BEGIN DATA TO PROCESS

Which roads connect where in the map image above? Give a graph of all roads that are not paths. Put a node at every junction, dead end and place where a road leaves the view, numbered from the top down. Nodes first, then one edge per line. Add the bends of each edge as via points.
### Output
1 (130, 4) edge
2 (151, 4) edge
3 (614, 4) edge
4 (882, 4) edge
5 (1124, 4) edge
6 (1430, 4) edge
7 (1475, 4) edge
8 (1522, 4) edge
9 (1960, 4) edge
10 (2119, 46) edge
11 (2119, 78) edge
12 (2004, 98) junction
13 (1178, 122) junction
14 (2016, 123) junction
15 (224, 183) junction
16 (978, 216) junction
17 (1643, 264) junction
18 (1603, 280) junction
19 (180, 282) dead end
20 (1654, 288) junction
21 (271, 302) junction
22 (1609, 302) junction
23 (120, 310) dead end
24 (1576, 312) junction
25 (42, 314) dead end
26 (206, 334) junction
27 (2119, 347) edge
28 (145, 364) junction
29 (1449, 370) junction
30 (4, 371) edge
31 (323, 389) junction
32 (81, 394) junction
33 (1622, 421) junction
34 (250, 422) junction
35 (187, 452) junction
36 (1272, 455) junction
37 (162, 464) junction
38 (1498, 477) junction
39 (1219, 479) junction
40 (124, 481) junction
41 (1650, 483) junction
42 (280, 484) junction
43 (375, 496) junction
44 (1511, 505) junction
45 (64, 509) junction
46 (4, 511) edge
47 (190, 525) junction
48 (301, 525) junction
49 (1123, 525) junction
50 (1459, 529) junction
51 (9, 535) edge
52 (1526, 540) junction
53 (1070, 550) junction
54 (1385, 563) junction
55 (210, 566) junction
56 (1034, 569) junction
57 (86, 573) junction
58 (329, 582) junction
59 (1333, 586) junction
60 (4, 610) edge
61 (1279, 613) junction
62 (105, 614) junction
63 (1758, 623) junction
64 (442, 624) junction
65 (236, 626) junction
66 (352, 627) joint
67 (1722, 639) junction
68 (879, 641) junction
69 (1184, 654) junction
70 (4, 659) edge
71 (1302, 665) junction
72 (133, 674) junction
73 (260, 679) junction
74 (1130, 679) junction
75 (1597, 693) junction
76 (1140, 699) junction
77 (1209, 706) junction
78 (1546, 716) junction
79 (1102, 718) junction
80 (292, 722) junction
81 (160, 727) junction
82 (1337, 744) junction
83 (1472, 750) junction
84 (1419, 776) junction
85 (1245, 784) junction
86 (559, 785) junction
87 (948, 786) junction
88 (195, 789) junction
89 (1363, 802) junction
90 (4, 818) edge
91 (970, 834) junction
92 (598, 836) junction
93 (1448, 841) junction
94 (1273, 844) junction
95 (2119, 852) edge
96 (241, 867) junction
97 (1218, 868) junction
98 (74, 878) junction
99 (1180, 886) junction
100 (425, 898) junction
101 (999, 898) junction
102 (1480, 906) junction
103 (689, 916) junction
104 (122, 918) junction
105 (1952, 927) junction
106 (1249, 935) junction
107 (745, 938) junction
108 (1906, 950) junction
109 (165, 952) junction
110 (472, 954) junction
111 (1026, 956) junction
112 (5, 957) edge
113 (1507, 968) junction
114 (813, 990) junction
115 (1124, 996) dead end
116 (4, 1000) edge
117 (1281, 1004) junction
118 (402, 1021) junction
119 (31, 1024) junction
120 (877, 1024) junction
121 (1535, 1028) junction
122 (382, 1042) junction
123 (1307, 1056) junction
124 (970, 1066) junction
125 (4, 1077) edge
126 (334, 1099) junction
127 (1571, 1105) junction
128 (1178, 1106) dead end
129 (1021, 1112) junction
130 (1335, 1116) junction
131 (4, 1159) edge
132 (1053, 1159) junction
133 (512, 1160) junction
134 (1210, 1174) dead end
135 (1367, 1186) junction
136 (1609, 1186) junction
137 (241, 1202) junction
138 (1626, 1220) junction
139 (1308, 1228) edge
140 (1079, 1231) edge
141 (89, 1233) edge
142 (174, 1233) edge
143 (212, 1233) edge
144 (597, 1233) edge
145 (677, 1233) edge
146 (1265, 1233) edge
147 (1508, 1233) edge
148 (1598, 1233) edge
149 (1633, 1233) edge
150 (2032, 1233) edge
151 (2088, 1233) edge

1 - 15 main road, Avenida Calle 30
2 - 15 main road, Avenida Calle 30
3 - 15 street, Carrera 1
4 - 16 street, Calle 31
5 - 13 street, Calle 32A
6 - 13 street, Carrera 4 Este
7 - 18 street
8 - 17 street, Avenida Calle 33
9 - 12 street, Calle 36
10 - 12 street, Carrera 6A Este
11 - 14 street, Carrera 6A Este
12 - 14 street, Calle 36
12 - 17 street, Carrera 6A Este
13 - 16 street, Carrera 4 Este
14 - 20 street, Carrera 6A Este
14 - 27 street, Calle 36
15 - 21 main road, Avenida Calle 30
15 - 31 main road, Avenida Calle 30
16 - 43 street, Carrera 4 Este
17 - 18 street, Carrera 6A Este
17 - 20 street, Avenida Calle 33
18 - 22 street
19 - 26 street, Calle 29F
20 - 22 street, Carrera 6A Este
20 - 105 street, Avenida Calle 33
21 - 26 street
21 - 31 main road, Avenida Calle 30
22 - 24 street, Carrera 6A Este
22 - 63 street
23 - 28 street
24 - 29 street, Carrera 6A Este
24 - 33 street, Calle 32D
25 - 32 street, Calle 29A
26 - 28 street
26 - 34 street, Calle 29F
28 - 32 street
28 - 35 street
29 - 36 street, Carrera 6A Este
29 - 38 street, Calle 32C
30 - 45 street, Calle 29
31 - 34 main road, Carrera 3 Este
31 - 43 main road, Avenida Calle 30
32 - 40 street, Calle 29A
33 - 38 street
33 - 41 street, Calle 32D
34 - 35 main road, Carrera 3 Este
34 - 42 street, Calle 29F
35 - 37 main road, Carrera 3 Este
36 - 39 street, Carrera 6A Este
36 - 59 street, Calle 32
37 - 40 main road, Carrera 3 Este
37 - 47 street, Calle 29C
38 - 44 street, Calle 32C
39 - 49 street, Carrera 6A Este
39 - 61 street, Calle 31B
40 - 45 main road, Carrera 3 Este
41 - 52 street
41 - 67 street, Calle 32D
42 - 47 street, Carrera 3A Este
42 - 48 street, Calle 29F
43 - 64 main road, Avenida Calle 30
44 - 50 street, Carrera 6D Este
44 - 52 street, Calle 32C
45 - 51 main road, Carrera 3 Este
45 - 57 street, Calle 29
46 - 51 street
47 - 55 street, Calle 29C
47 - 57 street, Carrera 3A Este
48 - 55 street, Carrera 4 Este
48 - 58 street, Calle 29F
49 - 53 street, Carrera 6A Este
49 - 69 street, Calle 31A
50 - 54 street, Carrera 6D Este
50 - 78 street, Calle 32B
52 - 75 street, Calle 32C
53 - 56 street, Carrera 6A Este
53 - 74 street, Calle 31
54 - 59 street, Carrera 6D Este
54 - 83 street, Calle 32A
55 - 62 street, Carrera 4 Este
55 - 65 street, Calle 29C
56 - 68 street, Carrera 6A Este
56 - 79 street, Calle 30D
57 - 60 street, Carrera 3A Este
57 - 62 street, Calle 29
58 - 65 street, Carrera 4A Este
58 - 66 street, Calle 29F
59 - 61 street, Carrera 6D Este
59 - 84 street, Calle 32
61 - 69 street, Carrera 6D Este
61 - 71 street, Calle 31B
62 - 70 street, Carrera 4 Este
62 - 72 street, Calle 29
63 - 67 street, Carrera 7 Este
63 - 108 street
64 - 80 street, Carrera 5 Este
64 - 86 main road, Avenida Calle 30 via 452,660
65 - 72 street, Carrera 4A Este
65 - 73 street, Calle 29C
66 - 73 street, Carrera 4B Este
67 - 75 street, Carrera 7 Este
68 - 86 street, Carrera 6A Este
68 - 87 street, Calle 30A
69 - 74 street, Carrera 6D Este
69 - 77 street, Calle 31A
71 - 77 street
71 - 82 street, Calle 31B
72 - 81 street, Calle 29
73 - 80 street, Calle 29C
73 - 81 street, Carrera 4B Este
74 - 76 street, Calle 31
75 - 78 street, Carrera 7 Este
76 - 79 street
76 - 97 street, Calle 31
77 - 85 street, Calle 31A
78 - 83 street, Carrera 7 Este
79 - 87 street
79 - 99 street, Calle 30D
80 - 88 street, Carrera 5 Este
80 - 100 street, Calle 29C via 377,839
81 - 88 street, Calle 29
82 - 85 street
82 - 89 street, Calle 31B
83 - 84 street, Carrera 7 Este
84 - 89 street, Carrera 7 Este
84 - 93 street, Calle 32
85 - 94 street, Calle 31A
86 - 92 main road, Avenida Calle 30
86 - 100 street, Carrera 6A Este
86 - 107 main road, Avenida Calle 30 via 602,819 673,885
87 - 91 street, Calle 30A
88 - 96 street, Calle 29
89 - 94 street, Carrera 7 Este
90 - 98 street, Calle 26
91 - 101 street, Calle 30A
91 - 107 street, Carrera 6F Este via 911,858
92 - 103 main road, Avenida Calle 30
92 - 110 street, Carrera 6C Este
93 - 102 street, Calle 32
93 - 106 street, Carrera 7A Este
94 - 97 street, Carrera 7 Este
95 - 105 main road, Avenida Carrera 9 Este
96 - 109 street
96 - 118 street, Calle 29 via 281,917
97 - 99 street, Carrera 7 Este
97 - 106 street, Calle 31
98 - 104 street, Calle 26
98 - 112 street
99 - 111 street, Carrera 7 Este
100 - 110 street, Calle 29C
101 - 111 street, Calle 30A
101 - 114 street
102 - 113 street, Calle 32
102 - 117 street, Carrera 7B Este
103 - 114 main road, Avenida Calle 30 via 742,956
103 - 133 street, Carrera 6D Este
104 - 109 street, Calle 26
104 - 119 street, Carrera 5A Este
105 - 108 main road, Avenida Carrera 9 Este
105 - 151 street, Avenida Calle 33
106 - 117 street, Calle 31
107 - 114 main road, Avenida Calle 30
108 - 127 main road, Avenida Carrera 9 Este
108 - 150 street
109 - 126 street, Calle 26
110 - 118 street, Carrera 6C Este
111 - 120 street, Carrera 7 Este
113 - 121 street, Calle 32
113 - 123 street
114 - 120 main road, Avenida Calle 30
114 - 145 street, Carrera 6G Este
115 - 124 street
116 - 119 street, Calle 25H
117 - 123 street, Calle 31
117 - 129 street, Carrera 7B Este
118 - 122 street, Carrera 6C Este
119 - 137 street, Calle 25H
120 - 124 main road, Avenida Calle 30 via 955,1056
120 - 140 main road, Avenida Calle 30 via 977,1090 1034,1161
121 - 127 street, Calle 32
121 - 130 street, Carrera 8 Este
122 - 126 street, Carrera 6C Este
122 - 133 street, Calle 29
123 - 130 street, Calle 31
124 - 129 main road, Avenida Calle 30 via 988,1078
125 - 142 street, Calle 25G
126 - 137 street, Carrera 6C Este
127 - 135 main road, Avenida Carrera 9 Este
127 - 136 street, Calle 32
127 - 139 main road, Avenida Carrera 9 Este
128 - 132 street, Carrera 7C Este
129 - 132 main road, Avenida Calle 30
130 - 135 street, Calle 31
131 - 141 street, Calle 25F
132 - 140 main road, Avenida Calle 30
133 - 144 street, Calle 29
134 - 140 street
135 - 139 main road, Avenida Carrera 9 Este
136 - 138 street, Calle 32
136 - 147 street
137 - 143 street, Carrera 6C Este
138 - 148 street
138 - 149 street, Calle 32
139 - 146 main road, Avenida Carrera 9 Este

END DATA TO PROCESS

**EXERCISE AIM:** In the records above, locate the lines holding the word "dead". Copy each of them.

**SOLUTION FOR THIS PROBLEM:**
Which roads connect where in the map image above? Give a graph of all roads that are not paths. Put a node at every junction, dead end and place where a road leaves the view, numbered from the top down. Nodes first, then one edge per line. Add the bends of each edge as via points.
19 (180, 282) dead end
23 (120, 310) dead end
25 (42, 314) dead end
115 (1124, 996) dead end
128 (1178, 1106) dead end
134 (1210, 1174) dead end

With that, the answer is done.